A second question would relate to the scope of these taggin. Would, for example, taggin be necessary when writing a bill of divorce bill ("get")? The Mardekhai in Gittin (316) cites two positions in the Rishonim, and it is quite clear that if these taggin are an essential component of letters (as suggested by the previously mentioned gemara in Shabbat), then they should be included when writing a get.
The Rambam, Hilkhot Tefillin (5:1), establishes that the writing of the mezuza must be sequential, a halakha known as "ke-sidran." If the sofer makes a mistake and continues writing, he cannot go back and correct his error, but must instead write an entirely new mezuza. What would happen if a sofer omitted taggin from a letter of a mezuza, and after finishing succeeding sections the scribe returned to add these taggin? Would these additions violate the principle of ke-sidran? The Bach in Orach Chayim 36 claims that the ke-sidran principle would not be violated; apparently, he does not view taggin as essential elements of the script.
Another interesting question surrounds the shape of these additions. The gemara, as we noted above, actually employs the term "ziyunin," suggesting a shape resembling the letter zayin. In fact, the Rambam in Hilkhot Tefillin 2:8 describes the tag as a standing zayin. The Beit Yossef (Orach Chayim 36) cites in the name of the Agur to follow the Rambam's ruling, and many Sephardic soferim follow this custom. [By granting these strokes an actual independent shape - the letter zayin - can we still view these taggin as integral parts of the base letter?] Rashi's comments (Menachot 39b), however, suggest that these taggin were not actually given independent form, and they certainly were not meant resemble an independent letter.
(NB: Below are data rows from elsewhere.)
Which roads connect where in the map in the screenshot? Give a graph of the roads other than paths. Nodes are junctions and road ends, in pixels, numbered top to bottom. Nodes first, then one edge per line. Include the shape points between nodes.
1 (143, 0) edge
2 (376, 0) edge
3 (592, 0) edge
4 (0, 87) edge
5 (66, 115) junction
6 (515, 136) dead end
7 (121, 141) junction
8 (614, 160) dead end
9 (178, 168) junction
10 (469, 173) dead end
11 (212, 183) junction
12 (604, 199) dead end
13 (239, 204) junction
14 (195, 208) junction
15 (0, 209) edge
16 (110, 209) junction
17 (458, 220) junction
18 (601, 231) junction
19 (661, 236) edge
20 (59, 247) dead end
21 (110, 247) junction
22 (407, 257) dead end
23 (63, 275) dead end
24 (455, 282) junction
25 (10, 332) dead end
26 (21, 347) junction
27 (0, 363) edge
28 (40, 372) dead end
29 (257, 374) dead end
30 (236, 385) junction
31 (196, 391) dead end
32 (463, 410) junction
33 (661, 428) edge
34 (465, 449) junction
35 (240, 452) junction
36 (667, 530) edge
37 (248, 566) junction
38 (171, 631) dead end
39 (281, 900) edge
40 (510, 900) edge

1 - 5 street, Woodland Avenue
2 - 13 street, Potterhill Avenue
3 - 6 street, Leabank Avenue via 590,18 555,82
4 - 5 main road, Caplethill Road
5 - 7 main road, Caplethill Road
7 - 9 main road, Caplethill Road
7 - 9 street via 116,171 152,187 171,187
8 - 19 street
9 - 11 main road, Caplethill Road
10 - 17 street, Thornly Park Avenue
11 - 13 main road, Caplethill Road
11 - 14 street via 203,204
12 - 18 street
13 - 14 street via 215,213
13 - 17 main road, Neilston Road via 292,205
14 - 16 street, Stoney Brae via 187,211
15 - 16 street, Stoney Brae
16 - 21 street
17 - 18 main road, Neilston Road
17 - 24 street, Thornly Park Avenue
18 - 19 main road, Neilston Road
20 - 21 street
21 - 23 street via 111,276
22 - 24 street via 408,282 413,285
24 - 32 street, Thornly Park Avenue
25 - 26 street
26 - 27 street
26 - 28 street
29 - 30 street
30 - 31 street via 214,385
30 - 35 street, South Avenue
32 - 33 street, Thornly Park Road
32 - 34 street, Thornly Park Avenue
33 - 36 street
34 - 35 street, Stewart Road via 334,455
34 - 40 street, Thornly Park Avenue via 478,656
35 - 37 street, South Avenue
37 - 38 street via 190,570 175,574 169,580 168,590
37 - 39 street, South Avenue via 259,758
An even more compelling assessment of taggin emerges from an interesting conclusion cited by the Mardekhai in Menachot (553): some scribes omitted taggin and instead relied upon the integral boundaries and corners of the letters. This approach views the taggin as playing a functional, rather than aesthetic, role. They were instituted, this view implies, in order to ensure precise and bounded letters with sharp corners, rather than rounded curves. The tops of these seven letters are made "crisp" through the insertion of taggin. A sofer who is able to write these "crisp" letters without the use of taggin is excused from including them. See in addition the Beit Yossef, Orach Chayim 36, who cites a position which validates letters without taggin as long as the tops are sharp and not round. In fact, some Rishonim cite the custom to place the taggin on the outer corners of the tops of these letters; such placement would indeed suggest that taggin serve to bound the corners of the tops of these seven letters. This stance clearly views the taggin as integral aspects of the letters which serve a distinct functional role.
We have thus seen that the taggin, the crowns of certain letters in formal Hebrew script, can assume either of two roles: additional adornments or integral improvements. This distinction of purpose has ramifications in many areas, including the shape and placement of these crowns and the scope and nature of the requirement to add them.